Judge of the Iowa Court of Appeals
- Incumbent
- Assumed office 1999
- Appointed by: Tom Vilsack

Personal details
- Born: Hyderabad, India
- Children: 2
- Education: Grinnell College (BA) University of Iowa (MA, JD)

= Anuradha Vaitheswaran =

American lawyer and jurist

Anuradha Vaitheswaran is an American lawyer and jurist serving as a judge of the Iowa Court of Appeals. She was appointed to the court by Governor Tom Vilsack in 1999.

== Early life and education ==
Vaitheswaran was born in Hyderabad, India, and raised in Cedar Rapids, Iowa. She earned a Bachelor of Arts degree from Grinnell College, a Master of Arts in political science from the University of Iowa, and a Juris Doctor from the University of Iowa College of Law.

== Career ==
Vaitheswaran served as a law clerk for Judge Charles R. Wolle during his time as a justice of the Iowa Supreme Court.
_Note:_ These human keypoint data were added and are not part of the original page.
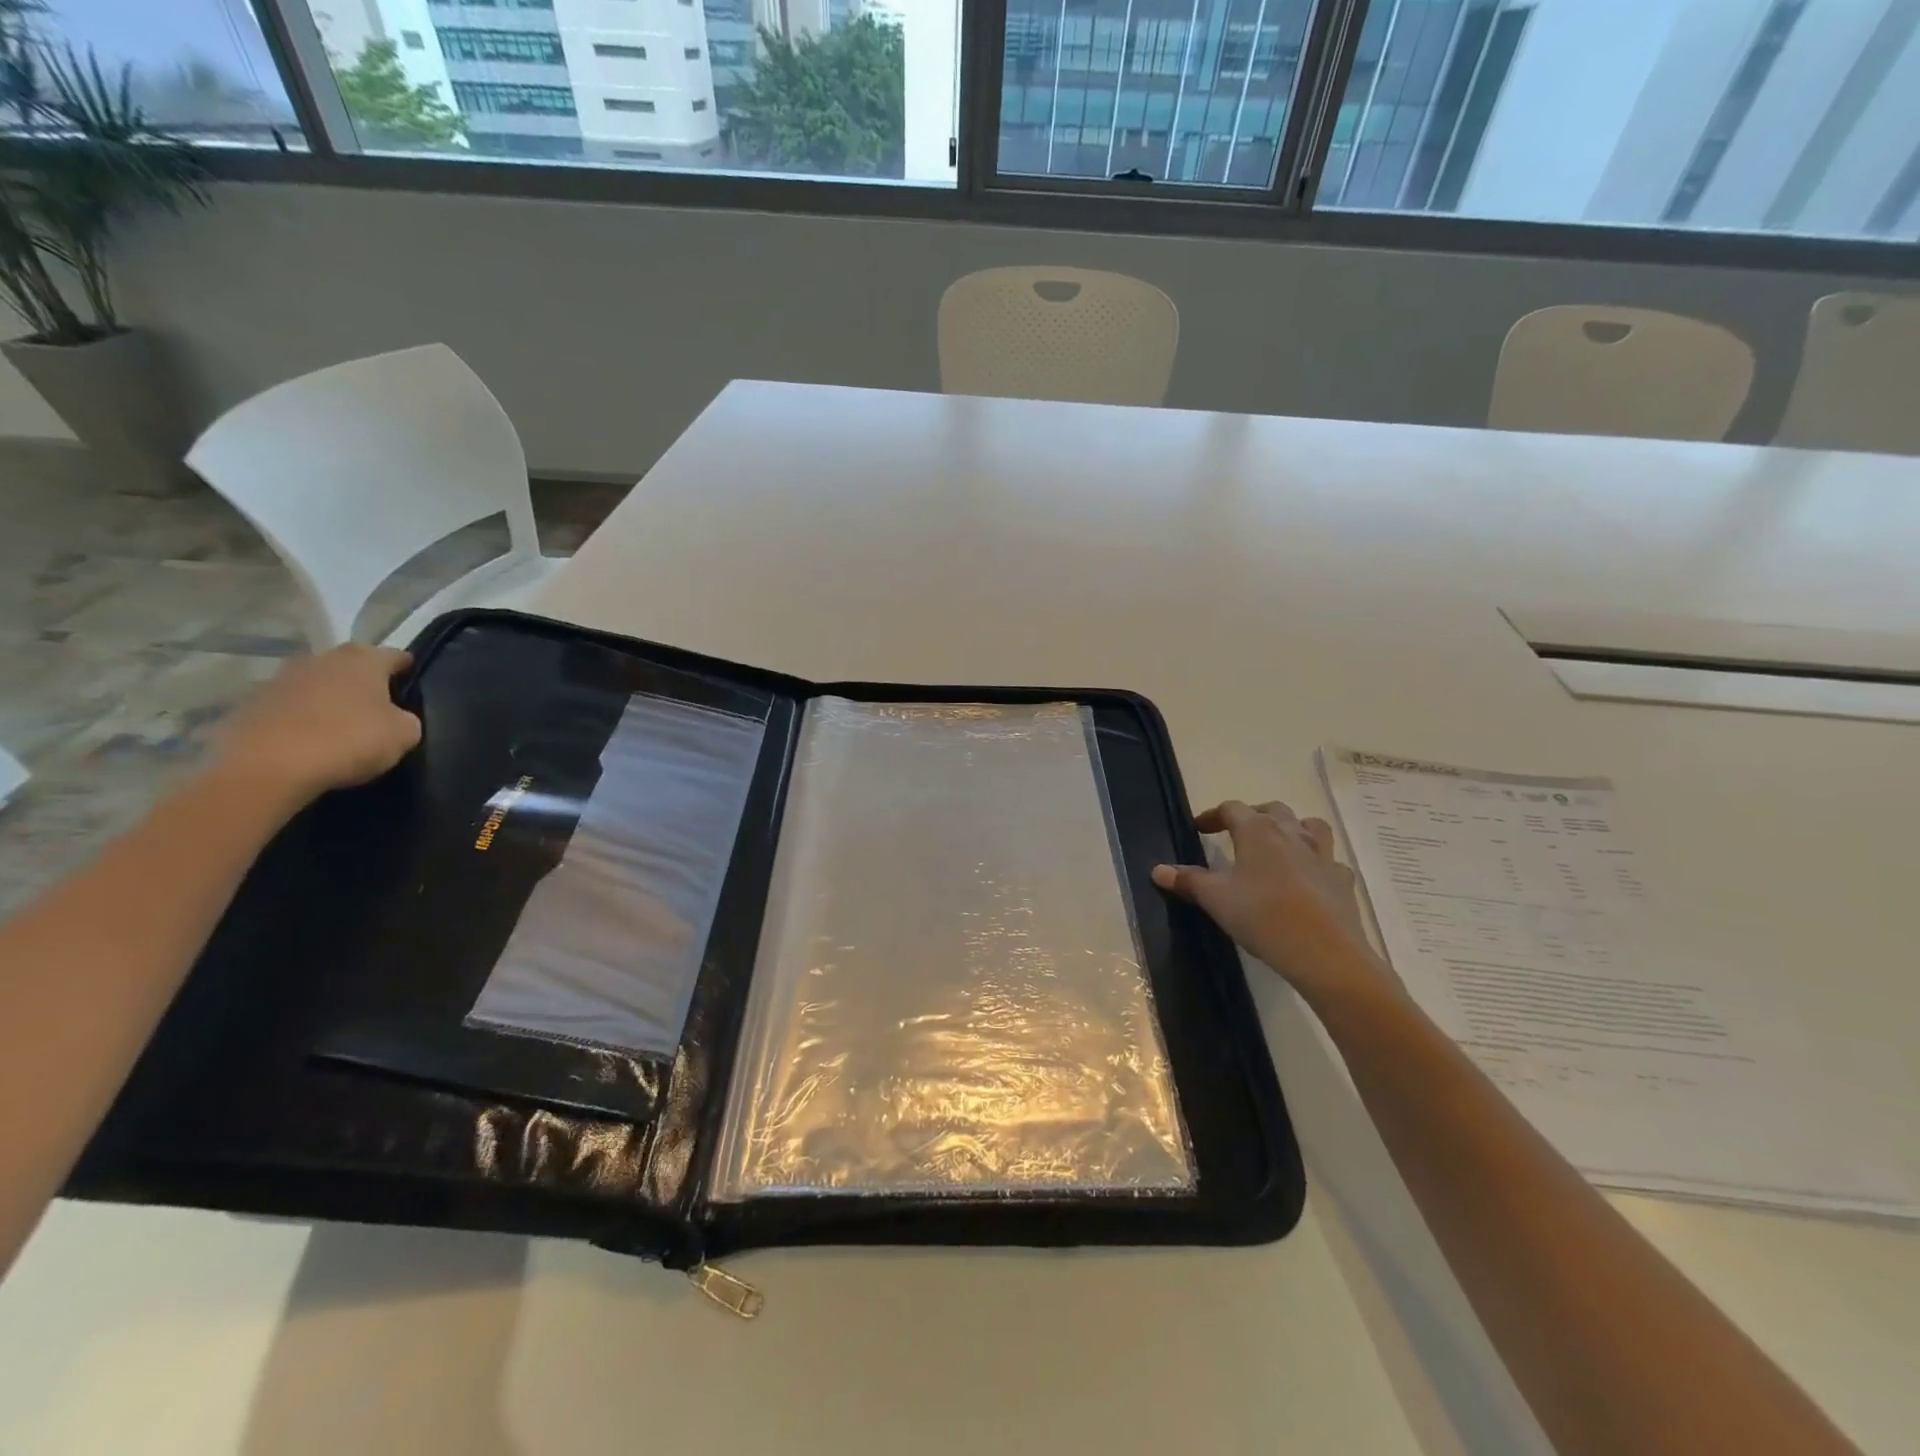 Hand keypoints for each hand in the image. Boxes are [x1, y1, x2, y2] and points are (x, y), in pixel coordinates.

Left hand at [213, 644, 421, 804]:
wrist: (267, 766)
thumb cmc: (349, 740)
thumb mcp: (404, 734)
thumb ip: (406, 718)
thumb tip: (395, 717)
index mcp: (363, 659)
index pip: (396, 656)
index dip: (407, 670)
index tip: (412, 687)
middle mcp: (321, 659)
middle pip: (351, 666)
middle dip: (364, 682)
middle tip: (377, 708)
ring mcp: (280, 679)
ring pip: (316, 684)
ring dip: (328, 699)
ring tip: (339, 727)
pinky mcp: (250, 704)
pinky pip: (288, 707)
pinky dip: (300, 718)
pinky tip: (307, 741)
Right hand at [1152, 800, 1397, 1005]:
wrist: (1324, 952)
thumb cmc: (1261, 915)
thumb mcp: (1215, 899)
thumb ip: (1188, 881)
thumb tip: (1158, 870)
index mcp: (1257, 831)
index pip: (1231, 808)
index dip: (1212, 816)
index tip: (1199, 829)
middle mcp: (1292, 833)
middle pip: (1272, 810)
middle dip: (1253, 816)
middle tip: (1238, 834)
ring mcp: (1323, 854)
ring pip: (1309, 826)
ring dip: (1292, 829)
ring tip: (1279, 845)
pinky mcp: (1342, 880)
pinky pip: (1330, 860)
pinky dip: (1317, 863)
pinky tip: (1308, 879) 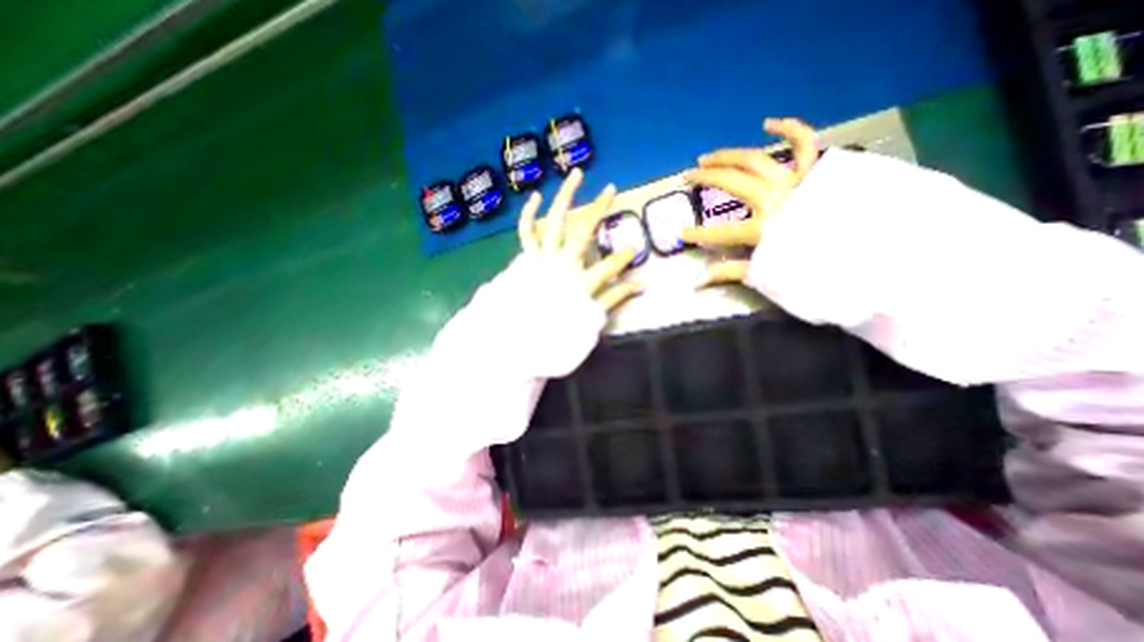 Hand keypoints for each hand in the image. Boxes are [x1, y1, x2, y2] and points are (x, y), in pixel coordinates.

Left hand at [518, 167, 642, 311]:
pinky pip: (526, 232)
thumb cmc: (559, 323)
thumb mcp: (591, 314)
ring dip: (565, 196)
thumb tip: (643, 284)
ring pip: (555, 221)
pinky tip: (536, 196)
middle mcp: (564, 263)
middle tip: (611, 189)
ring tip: (575, 174)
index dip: (623, 257)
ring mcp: (544, 257)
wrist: (523, 332)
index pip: (610, 265)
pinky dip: (529, 214)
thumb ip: (616, 297)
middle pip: (584, 231)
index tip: (632, 249)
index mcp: (582, 281)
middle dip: (599, 209)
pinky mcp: (529, 256)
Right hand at [682, 118, 818, 282]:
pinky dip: (789, 129)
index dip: (699, 234)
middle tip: (687, 176)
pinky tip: (768, 123)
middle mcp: (775, 199)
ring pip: (755, 160)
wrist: (869, 247)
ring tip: (707, 157)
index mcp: (765, 229)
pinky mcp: (815, 170)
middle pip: (732, 182)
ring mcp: (795, 181)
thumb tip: (698, 282)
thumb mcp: (770, 274)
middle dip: (705, 178)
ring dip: (727, 156)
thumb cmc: (816, 263)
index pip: (722, 232)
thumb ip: (732, 273)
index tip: (682, 234)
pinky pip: (804, 143) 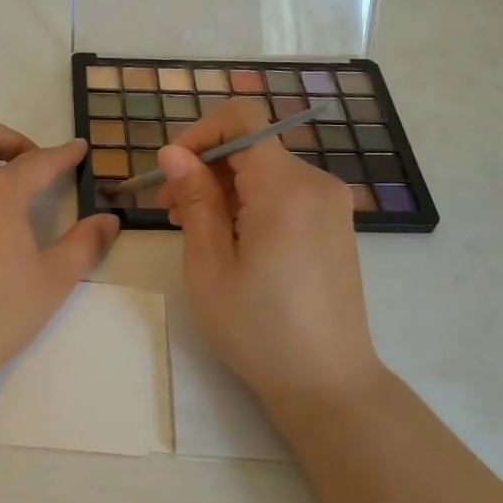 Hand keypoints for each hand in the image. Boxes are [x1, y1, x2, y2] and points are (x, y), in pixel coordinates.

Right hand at [152, 99, 381, 415]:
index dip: (200, 132)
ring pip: (266, 171)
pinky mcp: (334, 225)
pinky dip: (251, 202)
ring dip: (224, 187)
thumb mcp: (210, 265)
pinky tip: (228, 239)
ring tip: (190, 227)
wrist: (326, 382)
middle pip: (252, 147)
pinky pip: (285, 193)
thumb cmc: (257, 328)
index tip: (171, 168)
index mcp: (286, 188)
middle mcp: (317, 184)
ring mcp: (331, 204)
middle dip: (205, 166)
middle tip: (167, 208)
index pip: (243, 119)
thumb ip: (195, 199)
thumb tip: (174, 151) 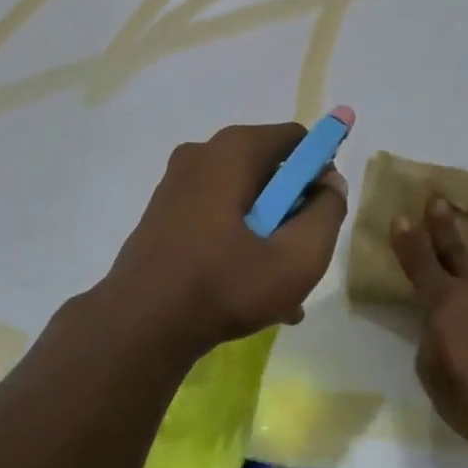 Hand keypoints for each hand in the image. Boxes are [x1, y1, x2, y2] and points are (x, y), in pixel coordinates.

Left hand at [105, 122, 348, 360]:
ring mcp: (178, 182)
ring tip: (278, 291)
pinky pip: (216, 215)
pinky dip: (237, 241)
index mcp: (234, 149)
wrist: (137, 327)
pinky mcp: (163, 211)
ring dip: (267, 234)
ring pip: (244, 199)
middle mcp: (204, 153)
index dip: (320, 172)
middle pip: (270, 170)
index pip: (298, 139)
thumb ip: (328, 212)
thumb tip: (330, 183)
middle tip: (300, 257)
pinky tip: (245, 290)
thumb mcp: (298, 256)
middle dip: (293, 211)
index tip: (321, 215)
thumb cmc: (224, 284) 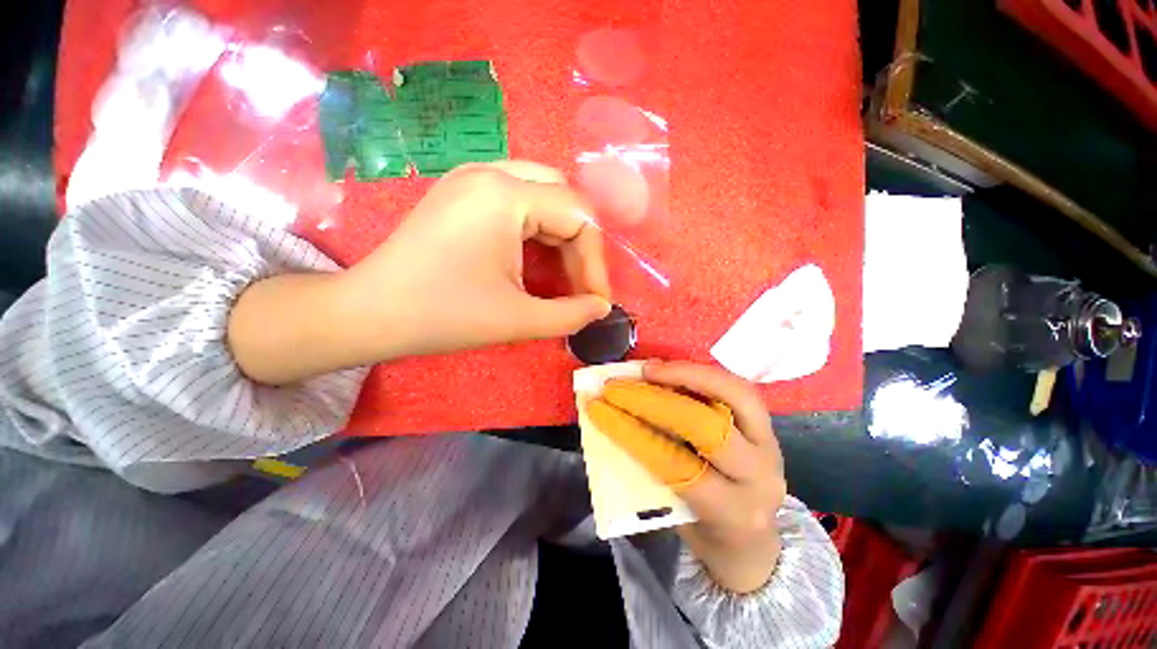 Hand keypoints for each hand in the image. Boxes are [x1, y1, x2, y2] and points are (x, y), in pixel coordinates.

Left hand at [228, 161, 611, 383]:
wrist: (369, 314)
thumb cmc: (443, 316)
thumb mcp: (518, 319)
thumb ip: (571, 315)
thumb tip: (601, 308)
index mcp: (504, 195)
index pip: (579, 217)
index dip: (595, 262)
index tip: (596, 300)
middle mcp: (491, 172)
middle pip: (564, 199)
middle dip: (581, 246)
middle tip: (581, 286)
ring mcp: (472, 179)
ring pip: (544, 197)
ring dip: (561, 238)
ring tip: (563, 277)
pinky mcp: (463, 194)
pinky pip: (519, 202)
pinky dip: (538, 232)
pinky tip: (536, 261)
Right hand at [626, 361, 786, 593]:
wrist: (751, 542)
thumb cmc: (705, 531)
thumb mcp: (675, 515)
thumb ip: (652, 470)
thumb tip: (617, 421)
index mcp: (729, 511)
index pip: (674, 464)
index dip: (632, 433)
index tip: (599, 409)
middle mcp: (758, 477)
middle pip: (707, 427)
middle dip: (656, 400)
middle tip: (622, 385)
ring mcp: (771, 446)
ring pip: (733, 395)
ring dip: (685, 375)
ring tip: (650, 369)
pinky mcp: (770, 426)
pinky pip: (736, 388)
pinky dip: (701, 374)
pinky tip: (674, 370) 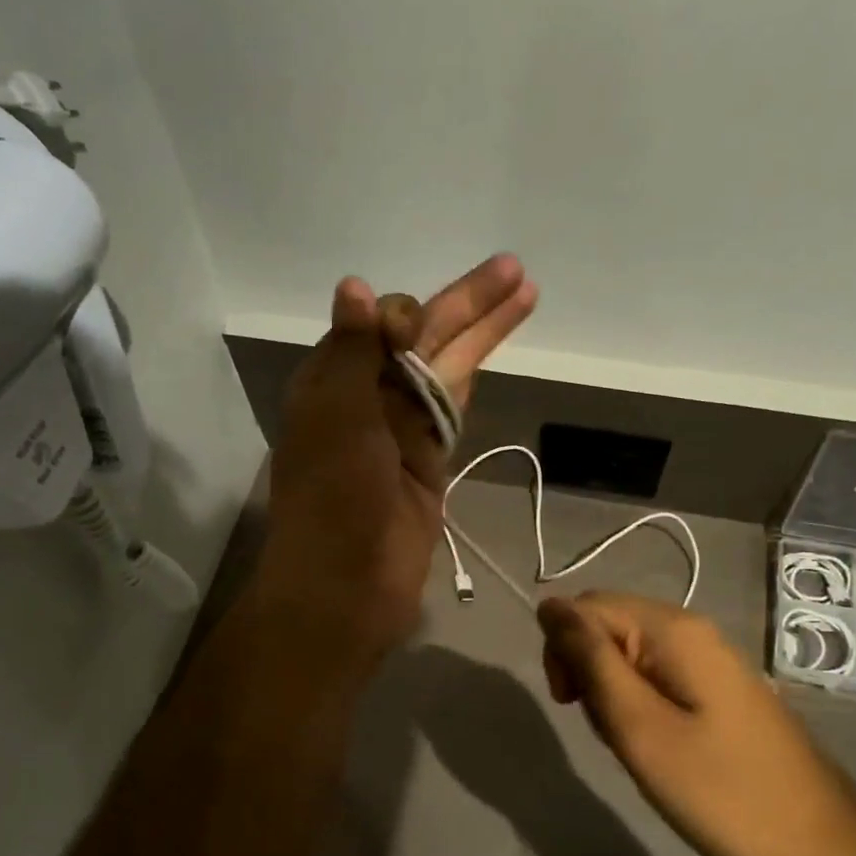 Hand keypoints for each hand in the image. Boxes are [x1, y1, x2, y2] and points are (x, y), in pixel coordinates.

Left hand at [260, 255, 536, 659]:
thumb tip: (356, 287)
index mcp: (330, 382)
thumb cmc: (333, 499)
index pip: (375, 326)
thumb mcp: (337, 417)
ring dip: (481, 334)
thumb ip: (354, 352)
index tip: (413, 330)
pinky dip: (472, 378)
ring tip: (524, 293)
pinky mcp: (428, 461)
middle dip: (466, 304)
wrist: (347, 587)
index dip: (404, 316)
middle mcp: (365, 399)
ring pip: (445, 370)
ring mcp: (400, 431)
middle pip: (422, 340)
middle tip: (514, 269)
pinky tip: (491, 348)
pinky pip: (451, 408)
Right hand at [536, 591, 855, 855]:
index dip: (563, 649)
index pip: (586, 606)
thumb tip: (548, 606)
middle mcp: (692, 630)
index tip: (571, 705)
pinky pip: (657, 675)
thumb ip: (590, 661)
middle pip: (607, 624)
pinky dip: (639, 704)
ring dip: (611, 693)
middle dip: (587, 670)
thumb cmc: (721, 793)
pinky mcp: (718, 688)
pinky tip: (655, 744)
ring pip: (628, 653)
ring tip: (633, 744)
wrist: (822, 850)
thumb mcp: (640, 728)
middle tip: (607, 731)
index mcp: (673, 630)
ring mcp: (709, 659) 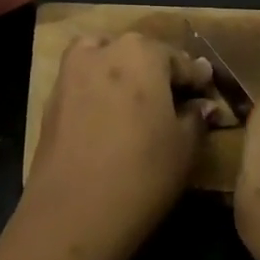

Vaitheswaran also worked for the Legal Services Corporation of Iowa and the Office of the Iowa Attorney General. She was appointed to the Iowa Court of Appeals by Governor Tom Vilsack in 1999.

Vaitheswaran was an Institute of Judicial Administration summer fellow at the New York University School of Law during the 2007–2008 year. She has published articles on administrative law.